> _Problem to solve_
Some lines in the entries contain the word "Kullstigen". Copy all of them.

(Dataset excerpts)
──────
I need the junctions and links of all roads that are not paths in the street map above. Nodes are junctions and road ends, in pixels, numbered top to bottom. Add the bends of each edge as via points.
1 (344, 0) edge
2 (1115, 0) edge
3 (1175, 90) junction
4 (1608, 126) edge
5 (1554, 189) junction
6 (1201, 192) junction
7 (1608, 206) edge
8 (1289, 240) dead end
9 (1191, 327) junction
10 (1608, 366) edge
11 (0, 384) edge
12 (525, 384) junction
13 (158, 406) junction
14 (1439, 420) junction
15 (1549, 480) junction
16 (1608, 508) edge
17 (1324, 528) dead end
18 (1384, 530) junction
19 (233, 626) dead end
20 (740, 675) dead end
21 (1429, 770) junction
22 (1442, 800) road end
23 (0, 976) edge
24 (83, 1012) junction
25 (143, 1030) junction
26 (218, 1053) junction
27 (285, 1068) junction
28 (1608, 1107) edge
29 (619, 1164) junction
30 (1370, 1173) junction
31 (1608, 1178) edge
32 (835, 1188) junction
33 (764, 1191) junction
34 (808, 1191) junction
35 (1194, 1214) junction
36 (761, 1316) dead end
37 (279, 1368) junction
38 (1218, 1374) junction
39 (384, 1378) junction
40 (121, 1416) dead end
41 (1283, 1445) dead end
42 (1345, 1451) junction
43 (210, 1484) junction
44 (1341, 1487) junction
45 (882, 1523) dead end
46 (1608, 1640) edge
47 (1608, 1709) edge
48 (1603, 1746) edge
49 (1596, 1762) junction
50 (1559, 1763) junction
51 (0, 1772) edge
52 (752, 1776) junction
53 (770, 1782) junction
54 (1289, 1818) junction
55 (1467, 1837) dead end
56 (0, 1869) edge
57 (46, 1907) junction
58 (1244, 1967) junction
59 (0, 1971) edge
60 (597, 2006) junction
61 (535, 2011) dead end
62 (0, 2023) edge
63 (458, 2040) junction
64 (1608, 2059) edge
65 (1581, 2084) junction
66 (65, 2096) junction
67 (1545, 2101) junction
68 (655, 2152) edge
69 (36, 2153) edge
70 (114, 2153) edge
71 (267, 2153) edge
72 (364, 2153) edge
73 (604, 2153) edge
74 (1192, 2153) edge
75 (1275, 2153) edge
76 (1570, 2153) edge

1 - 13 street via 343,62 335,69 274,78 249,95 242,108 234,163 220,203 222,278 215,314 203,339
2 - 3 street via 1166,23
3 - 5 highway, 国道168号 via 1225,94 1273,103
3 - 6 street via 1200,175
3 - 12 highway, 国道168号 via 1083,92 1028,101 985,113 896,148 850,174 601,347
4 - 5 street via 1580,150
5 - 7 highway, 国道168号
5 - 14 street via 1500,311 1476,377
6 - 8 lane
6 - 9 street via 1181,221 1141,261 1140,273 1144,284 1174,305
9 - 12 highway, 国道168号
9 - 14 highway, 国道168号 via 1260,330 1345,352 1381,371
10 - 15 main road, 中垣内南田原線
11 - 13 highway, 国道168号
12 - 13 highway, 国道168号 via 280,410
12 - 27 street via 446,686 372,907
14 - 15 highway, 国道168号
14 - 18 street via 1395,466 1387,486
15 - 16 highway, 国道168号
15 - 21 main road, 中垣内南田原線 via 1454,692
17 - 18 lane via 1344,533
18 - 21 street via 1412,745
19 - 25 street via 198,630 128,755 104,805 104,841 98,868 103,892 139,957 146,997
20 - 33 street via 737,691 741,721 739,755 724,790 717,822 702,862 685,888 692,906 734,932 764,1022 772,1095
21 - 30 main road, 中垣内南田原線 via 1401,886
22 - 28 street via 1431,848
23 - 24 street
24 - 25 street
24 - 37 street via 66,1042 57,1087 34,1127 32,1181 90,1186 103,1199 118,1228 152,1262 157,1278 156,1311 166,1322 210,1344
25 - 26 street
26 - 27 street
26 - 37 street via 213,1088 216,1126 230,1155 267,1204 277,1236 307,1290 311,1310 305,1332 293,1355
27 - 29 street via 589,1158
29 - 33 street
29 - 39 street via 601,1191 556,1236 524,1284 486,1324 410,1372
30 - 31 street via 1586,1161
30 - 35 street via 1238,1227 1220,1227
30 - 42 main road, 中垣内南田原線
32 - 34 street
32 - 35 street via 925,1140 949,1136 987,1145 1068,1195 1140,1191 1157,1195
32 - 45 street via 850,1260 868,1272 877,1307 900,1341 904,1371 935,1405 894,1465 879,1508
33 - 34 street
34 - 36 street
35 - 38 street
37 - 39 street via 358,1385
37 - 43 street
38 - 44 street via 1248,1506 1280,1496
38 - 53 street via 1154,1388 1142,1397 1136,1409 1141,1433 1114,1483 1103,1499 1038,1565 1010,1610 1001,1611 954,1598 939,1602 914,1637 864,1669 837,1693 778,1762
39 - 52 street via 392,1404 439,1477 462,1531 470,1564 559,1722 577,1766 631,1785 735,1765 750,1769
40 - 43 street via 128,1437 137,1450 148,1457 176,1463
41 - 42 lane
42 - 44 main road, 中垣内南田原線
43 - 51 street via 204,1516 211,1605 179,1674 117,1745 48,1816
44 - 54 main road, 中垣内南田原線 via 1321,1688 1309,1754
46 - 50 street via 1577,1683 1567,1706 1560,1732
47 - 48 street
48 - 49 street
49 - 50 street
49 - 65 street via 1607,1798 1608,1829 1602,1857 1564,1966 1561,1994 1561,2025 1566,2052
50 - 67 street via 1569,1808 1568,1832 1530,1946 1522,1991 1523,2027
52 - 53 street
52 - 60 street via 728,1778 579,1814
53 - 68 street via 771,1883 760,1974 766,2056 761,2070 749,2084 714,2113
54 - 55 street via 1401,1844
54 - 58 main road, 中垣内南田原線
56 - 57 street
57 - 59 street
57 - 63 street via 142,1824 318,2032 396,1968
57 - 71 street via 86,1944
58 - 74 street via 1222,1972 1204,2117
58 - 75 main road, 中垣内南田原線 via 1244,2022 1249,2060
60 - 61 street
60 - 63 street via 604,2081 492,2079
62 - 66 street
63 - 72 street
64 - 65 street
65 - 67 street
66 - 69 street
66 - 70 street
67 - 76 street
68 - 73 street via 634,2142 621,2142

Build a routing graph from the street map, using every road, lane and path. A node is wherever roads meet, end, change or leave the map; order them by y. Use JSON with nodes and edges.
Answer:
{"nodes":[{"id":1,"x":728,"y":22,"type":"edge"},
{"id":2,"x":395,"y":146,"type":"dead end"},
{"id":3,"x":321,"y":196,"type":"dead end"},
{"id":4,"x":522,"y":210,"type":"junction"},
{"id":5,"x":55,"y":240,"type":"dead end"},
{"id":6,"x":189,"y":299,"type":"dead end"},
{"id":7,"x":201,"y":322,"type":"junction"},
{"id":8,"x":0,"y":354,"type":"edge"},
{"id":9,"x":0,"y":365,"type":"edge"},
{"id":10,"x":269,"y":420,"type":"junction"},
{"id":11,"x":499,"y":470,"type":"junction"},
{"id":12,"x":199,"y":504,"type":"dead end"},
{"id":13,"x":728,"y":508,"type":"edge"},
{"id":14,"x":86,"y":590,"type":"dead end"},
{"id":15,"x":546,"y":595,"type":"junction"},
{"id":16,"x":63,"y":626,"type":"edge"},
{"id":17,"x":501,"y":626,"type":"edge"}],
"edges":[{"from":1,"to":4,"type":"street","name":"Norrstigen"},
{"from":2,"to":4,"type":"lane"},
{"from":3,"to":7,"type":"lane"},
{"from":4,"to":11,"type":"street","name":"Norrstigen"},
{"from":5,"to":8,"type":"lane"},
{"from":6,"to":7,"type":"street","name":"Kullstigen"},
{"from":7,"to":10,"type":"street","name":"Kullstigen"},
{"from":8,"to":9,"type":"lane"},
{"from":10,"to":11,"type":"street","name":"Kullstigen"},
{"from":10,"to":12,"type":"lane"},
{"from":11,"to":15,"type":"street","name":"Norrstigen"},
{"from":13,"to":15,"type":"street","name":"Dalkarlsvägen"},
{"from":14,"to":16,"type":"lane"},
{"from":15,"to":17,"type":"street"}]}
──────
> _Reply_
{"from":6,"to":7,"type":"street","name":"Kullstigen"},
{"from":7,"to":10,"type":"street","name":"Kullstigen"},
{"from":10,"to":11,"type":"street","name":"Kullstigen"},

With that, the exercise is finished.